Snowflake AI: Where Data Meets Intelligence
Snowflake AI makes a compelling argument: why move your data to an AI platform when you can bring AI to your data? I tested their Cortex AI features on a client's data warehouse, and the workflow is refreshingly simple — write SQL, call an LLM function, get results back in your query results.
The Snowpark ML library handles the full pipeline: feature engineering, model training, and deployment, all within Snowflake's governed environment. For data teams already working in Snowflake daily, this eliminates the friction of exporting data to separate ML platforms. The Cortex Search and Analyst features let business users query data in natural language.
The cost model requires attention. AI functions consume Snowflake credits, and complex operations on large datasets add up fast. The platform is compute-intensive by design. You are locked into Snowflake's ecosystem for these AI capabilities. And the tooling, while improving, still lags behind dedicated ML platforms for advanced use cases.
For Snowflake-heavy organizations, the built-in AI capabilities are a natural extension that reduces infrastructure complexity. For organizations not yet committed to Snowflake, the full platform investment needed first makes this a harder sell.
Who Should Use Snowflake Ai?
I'd recommend Snowflake Ai if you fall into one of these buckets:
- Mid-size companies — Need enterprise features without enterprise complexity
- IT teams — Evaluating AI platforms for internal deployment
- Consultants — Recommending tools to enterprise clients
If you're looking for a do-everything platform, you'll probably be frustrated. This is a tool built for enterprise workflows specifically — going outside that lane shows the rough edges fast.
Alternatives Worth Considering
Snowflake Ai isn't the only option in this space. Here's what else I've tested:
- Palantir AIP (Custom pricing) — More powerful but requires significant investment. Best for large enterprises.
- Dataiku (Free tier available) — More accessible, better for data science teams. Better if you need mid-size teams.

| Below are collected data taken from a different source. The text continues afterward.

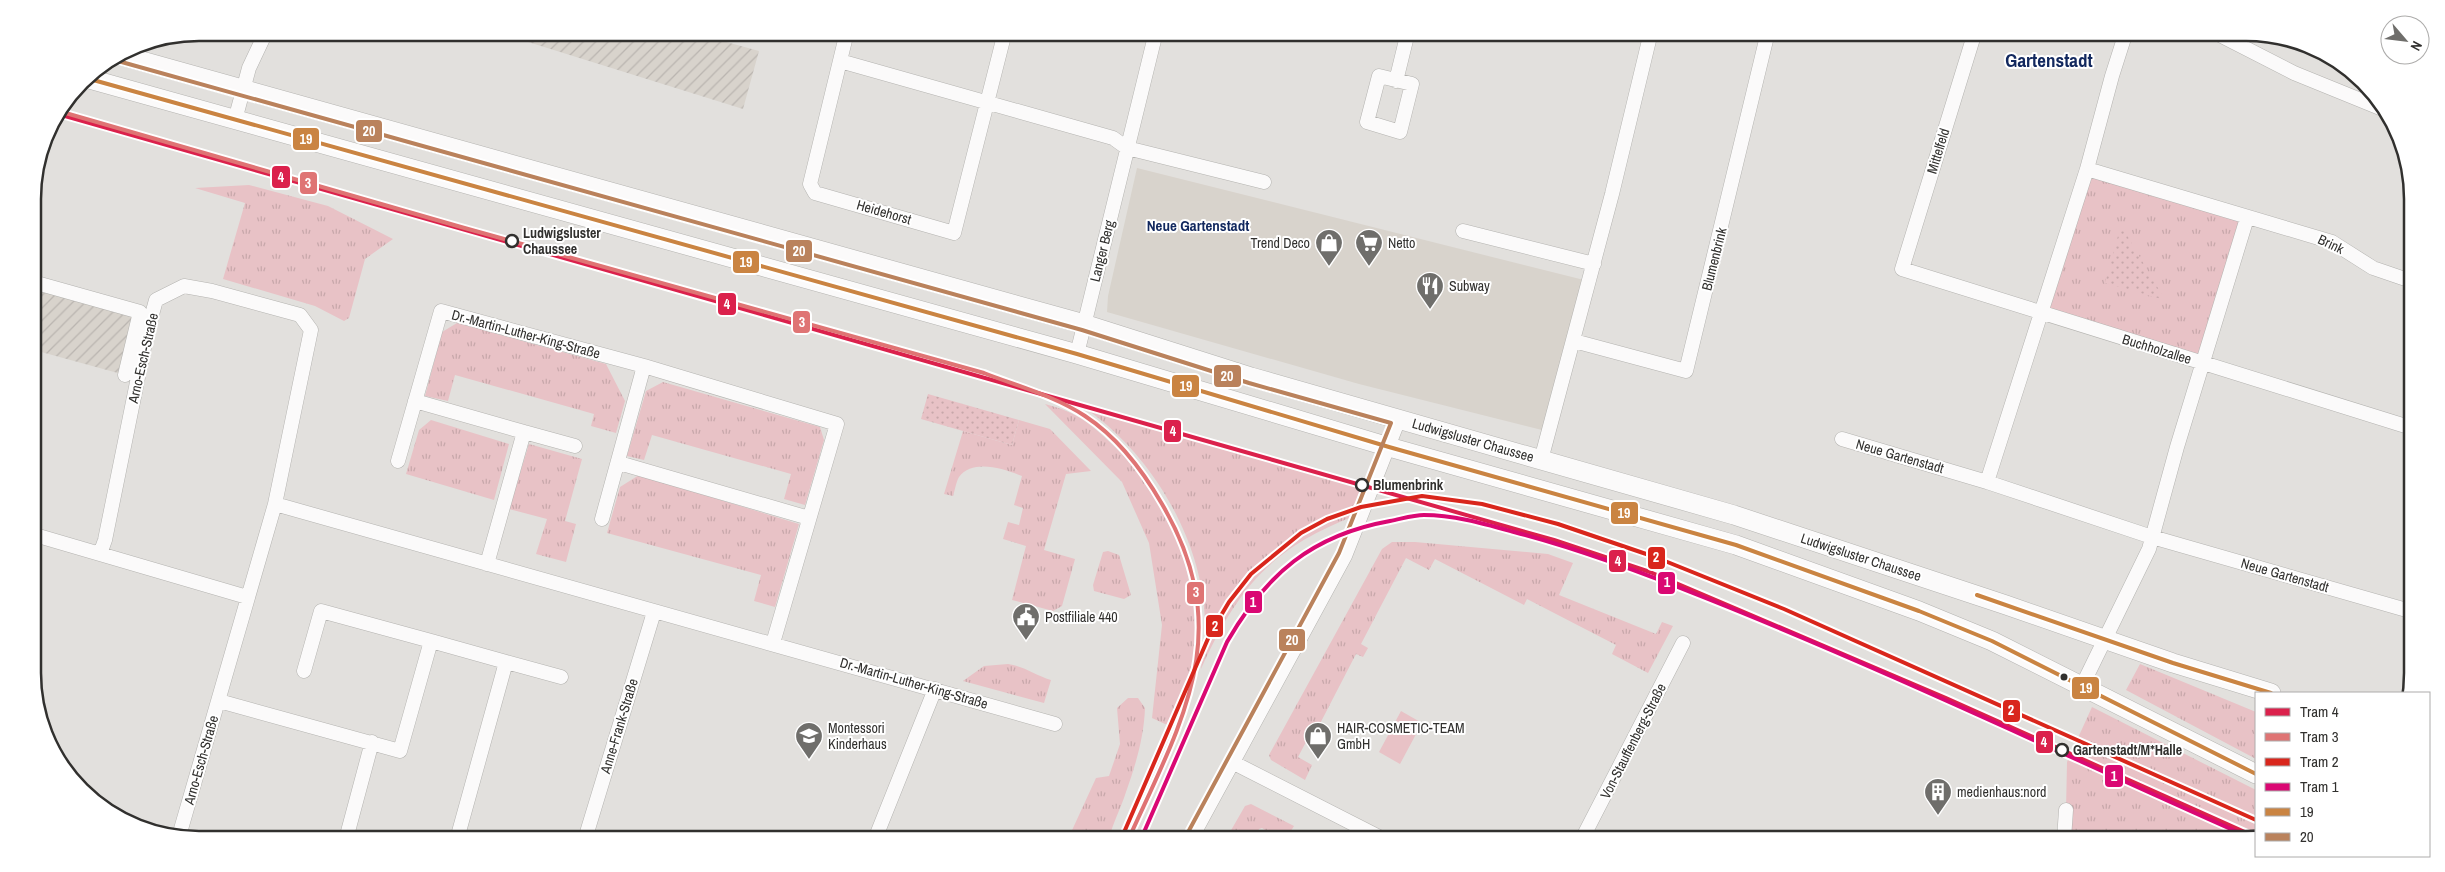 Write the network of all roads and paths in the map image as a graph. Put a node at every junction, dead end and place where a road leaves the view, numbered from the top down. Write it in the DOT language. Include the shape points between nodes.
graph roads {
  1 [pos="262,41"];
  2 [pos="845,41"];
  3 [pos="1003,41"];
  4 [pos="1154,41"];
  5 [pos="1406,41"];
  6 [pos="1649,41"];
  7 [pos="1766,41"];
  8 [pos="1972,41"];
  9 [pos="2123,41"];
  10 [pos="2232,41"];
  11 [pos="130,57"];
  12 [pos="840,61"];
  13 [pos="95,80"];
  14 [pos="1396,81"];
  15 [pos="243,90"];
  16 [pos="988,102"];
  17 [pos="2372,105"];
  18 [pos="235,120"];
  19 [pos="1127,148"];
  20 [pos="2087,169"];
  21 [pos="1264,182"];
  22 [pos="2247,218"];
  23 [pos="1463,231"];
  24 [pos="1594,264"];
  25 [pos="1902,269"];
  26 [pos="2404,279"];
  27 [pos="42,284"];
  28 [pos="2043,314"];
  29 [pos="1084,324"];
  30 [pos="1574,341"];
  31 [pos="1077,354"];
  32 [pos="2202,362"];
  33 [pos="644,366"];
  34 [pos="125,375"];
  35 [pos="415,401"];
  36 [pos="1400,419"];
  37 [pos="2404,425"];
  38 [pos="524,432"];
  39 [pos="1842,439"];
  40 [pos="575,446"];
  41 [pos="1389,447"];
  42 [pos="1541,460"];
  43 [pos="398,461"];
  44 [pos="619,463"];
  45 [pos="1987,482"];
  46 [pos="275,504"];
  47 [pos="810,518"];
  48 [pos="602,519"];
  49 [pos="41,537"];
  50 [pos="2152,537"];
  51 [pos="100,554"];
  52 [pos="487,564"];
  53 [pos="247,597"];
  54 [pos="2404,608"];
  55 [pos="654,612"];
  56 [pos="2104,638"];
  57 [pos="431,641"];
  58 [pos="773,643"];
  59 [pos="1683,643"];
  60 [pos="506,662"];
  61 [pos="304,671"];
  62 [pos="561,677"];
  63 [pos="2082,686"];
  64 [pos="935,689"];
  65 [pos="2268,692"];
  66 [pos="219,701"];
  67 [pos="1055,724"];
  68 [pos="372,742"];
  69 [pos="1232,762"];
  70 [pos="2255,773"];
  71 [pos="2066,810"];
  72 [pos="181,829"];
  73 [pos="1366,830"];
  74 [pos="1586,830"];
  75 [pos="2065,830"];
  76 [pos="348,831"];
  77 [pos="460,831"];
  78 [pos="587,831"];
  79 [pos="878,831"];
  80 [pos="1196,831"];
  1 -- 15 [label="street"];
  2 -- 12 [label="street, Heidehorst"];
  3 -- 16 [label="street, Heidehorst"];
  4 -- 19 [label="street, Langer Berg"];
  5 -- 14 [label="street"];
  6 -- 24 [label="street"];
  7 -- 30 [label="street, Blumenbrink" via="1686,371"];
  8 -- 25 [label="street, Mittelfeld"];
  9 -- 20 [label="street"];
  10 -- 17 [label="street" via="2294,73"];
  11 -- 15 [label="street, Ludwigsluster Chaussee"];
  12 -- 16 [label="street"];
  12 -- 16 [label="street, Heidehorst" via="810,184 815,193 954,232"];
  13 -- 18 [label="street"];
  15 -- 18 [label="street"];
  15 -- 29 [label="street, Ludwigsluster Chaussee"];
  16 -- 19 [label="street" via="1113,138"];
  18 -- 31 [label="street"];
  19 -- 21 [label="street"];
  19 -- 29 [label="street, Langer Berg"];
  20 -- 22 [label="street, Brink"];
  20 -- 28 [label="street"];
  22 -- 26 [label="street, Brink" via="2332,242 2373,268"];
  22 -- 32 [label="street"];
  23 -- 24 [label="street"];
  24 -- 30 [label="street"];
  25 -- 28 [label="street, Buchholzallee"];
  27 -- 34 [label="street" via="140,312"];
  28 -- 32 [label="street, Buchholzallee"];
  28 -- 45 [label="street"];
  29 -- 31 [label="street, Langer Berg"];
  29 -- 36 [label="street, Ludwigsluster Chaussee" via="1251,377"];
  30 -- 42 [label="street"];
  31 -- 41 [label="street"];
  32 -- 37 [label="street, Buchholzallee"];
  32 -- 50 [label="street"];
  33 -- 35 [label="street, Dr.-Martin-Luther-King-Straße" via="441,311"];
  33 -- 44 [label="street"];
  33 -- 47 [label="street, Dr.-Martin-Luther-King-Straße" via="837,424"];
  35 -- 38 [label="street"];
  35 -- 43 [label="street, Dr.-Martin-Luther-King-Straße"];
  36 -- 41 [label="street"];
  36 -- 42 [label="street, Ludwigsluster Chaussee"];
  38 -- 40 [label="street"];
  38 -- 52 [label="street"];
  39 -- 45 [label="street, Neue Gartenstadt"];
  41 -- 63 [label="street" via="1736,545 1938,618"];
  41 -- 69 [label="street" via="1346,556"];
  42 -- 56 [label="street, Ludwigsluster Chaussee" via="1734,515"];
  44 -- 47 [label="street"];
  44 -- 48 [label="street"];
  45 -- 50 [label="street, Neue Gartenstadt"];
  46 -- 51 [label="street, Arno-Esch-Straße" via="311,330 300,315 184,286 156,300"];
  46 -- 52 [label="street, Dr.-Martin-Luther-King-Straße"];
  46 -- 53 [label="street, Arno-Esch-Straße"];
  47 -- 58 [label="street, Dr.-Martin-Luther-King-Straße"];
  49 -- 51 [label="street"];
  50 -- 54 [label="street, Neue Gartenstadt"];
  50 -- 56 [label="street"];
  51 -- 53 [label="street"];
  52 -- 55 [label="street, Dr.-Martin-Luther-King-Straße"];
  53 -- 66 [label="street, Arno-Esch-Straße"];
  55 -- 58 [label="street, Dr.-Martin-Luther-King-Straße"];
  55 -- 78 [label="street, Anne-Frank-Straße"];
  56 -- 63 [label="street"];
  56 -- 65 [label="street, Ludwigsluster Chaussee"];
  57 -- 60 [label="street"];
  57 -- 61 [label="street" via="321,611"];
  57 -- 68 [label="street" via="400,751"];
  58 -- 64 [label="street, Dr.-Martin-Luther-King-Straße"];
  59 -- 74 [label="street, Von-Stauffenberg-Straße"];
  60 -- 62 [label="street"];
  60 -- 77 [label="street"];
  63 -- 70 [label="street"];
  64 -- 67 [label="street, Dr.-Martin-Luther-King-Straße"];
  64 -- 79 [label="street"];
  66 -- 68 [label="street"];
  66 -- 72 [label="street, Arno-Esch-Straße"];
  68 -- 76 [label="street"];
  69 -- 73 [label="street"];
  69 -- 80 [label="street"];
  71 -- 75 [label="street"];
}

Snowflake Ai wins on simplicity and specialized focus, but falls behind on breadth of features. Pick based on what matters to your workflow — there's no universal best tool here.
Bottom Line
I've spent enough time with Snowflake Ai to say: it's a solid enterprise tool that does what it promises. Pricing is — check their site for the latest plans. For focused enterprise practitioners, it's worth your time. For everyone else, check the alternatives above before committing.